Wenn Frauen auf diese Unterstützung zählen können, könnten sie auch mit Kind fest im Job bleiben. Zimmermann sagt: „Wenn man Führungsaufgaben will, dann muss man auch in dem Metier bleiben. Wenn man Familie und Karriere will, dann darf frau sich nicht mit einem Jahr Elternzeit aus der Karriere katapultieren.“

  1. Weg vom Trugbild der „perfekten Mutter“

Auch junge Männer sähen sich zunehmend damit konfrontiert, Beruf und Familie zu vereinbaren, sagt Friederike Höher. Dennoch würden sich vor allem Frauen diesem Druck aussetzen. Damit müsse Schluss sein: „Wir müssen weg von diesem Bild, das viele noch verinnerlicht haben: Dass ich die perfekte Mutter sein muss. Dass ein Kind immer im Mittelpunkt stehen und alles andere dahinter zurücktreten muss.“

  1. Mentoring-Programme in Anspruch nehmen

Um die Karriere voranzutreiben, ist es laut Zimmermann und Höher wichtig, ein Netzwerk aufzubauen. Dafür bieten sich vor allem Mentoring-Programme an. Diese setzen auf den Austausch von Kompetenz und Erfahrung: Erfahrene Personen geben ihr fachliches Wissen an Anfänger*innen weiter.
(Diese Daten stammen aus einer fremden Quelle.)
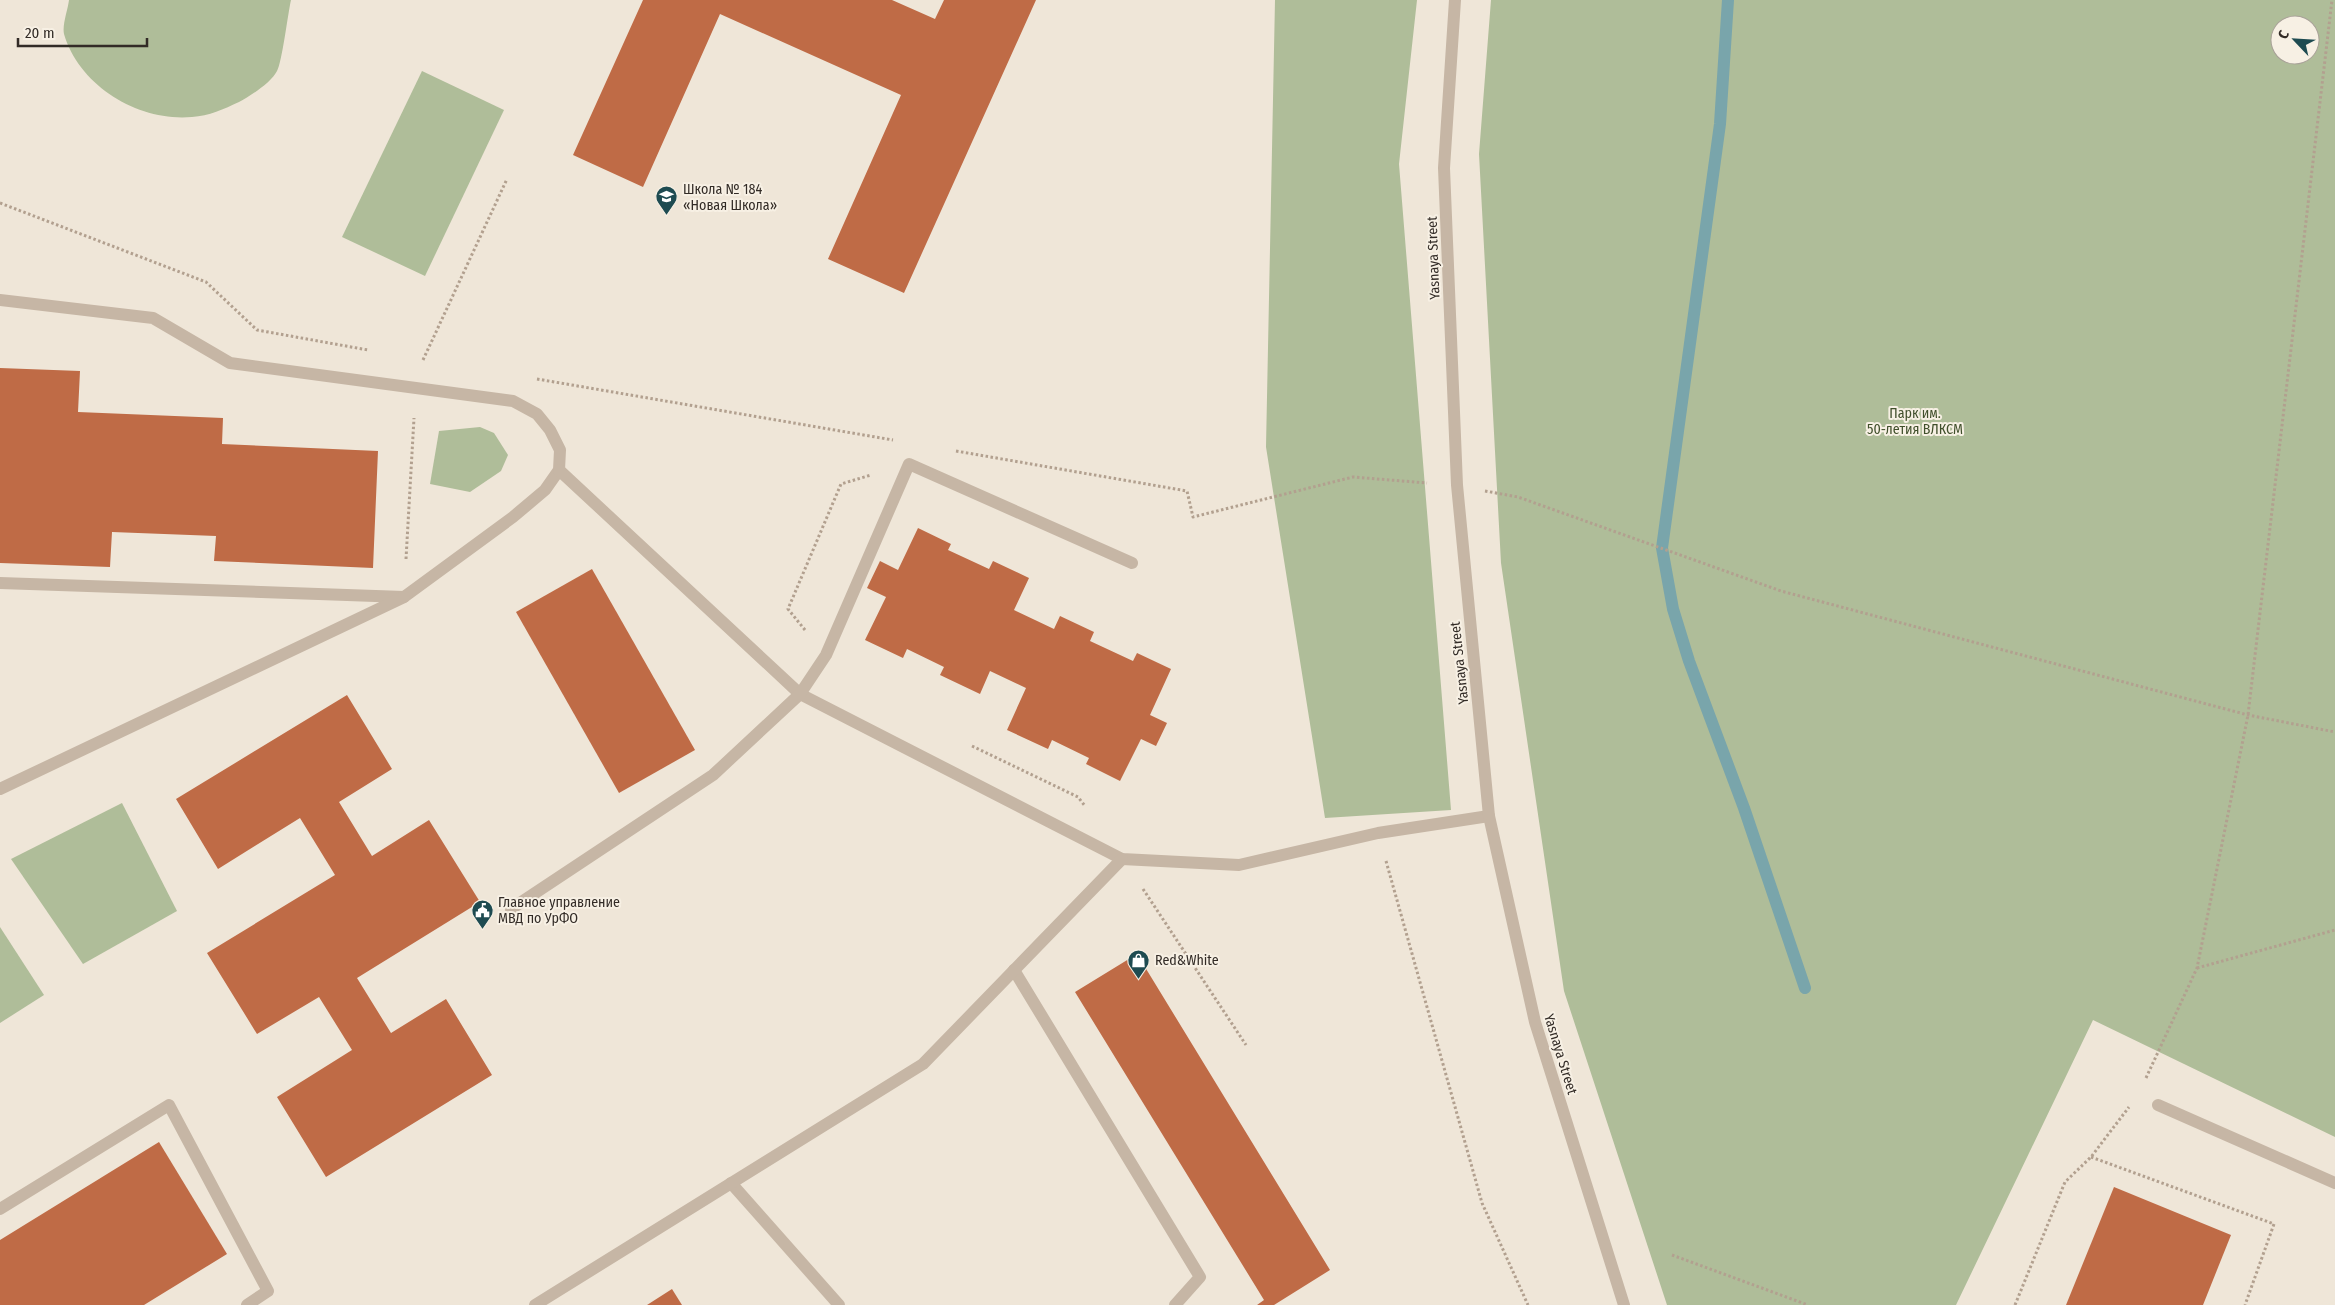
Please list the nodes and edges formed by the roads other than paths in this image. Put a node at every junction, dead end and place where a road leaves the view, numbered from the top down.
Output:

Solch ein Programm gibt es auch an der TU Dortmund. Mentoring³ heißt es und ist ein Projekt der Universitätsallianz Ruhr, also der Hochschulen in Dortmund, Bochum und Duisburg-Essen. Wer an Mentoring³ teilnimmt, tritt mit Menschen in Kontakt, die im angestrebten Bereich erfolgreich arbeiten. Sie geben ihr Fachwissen und ihre Erfahrungen an die Trainees weiter. Dazu gibt es verschiedene Workshops und Netzwerktreffen. Ein Durchlauf dauert anderthalb Jahre.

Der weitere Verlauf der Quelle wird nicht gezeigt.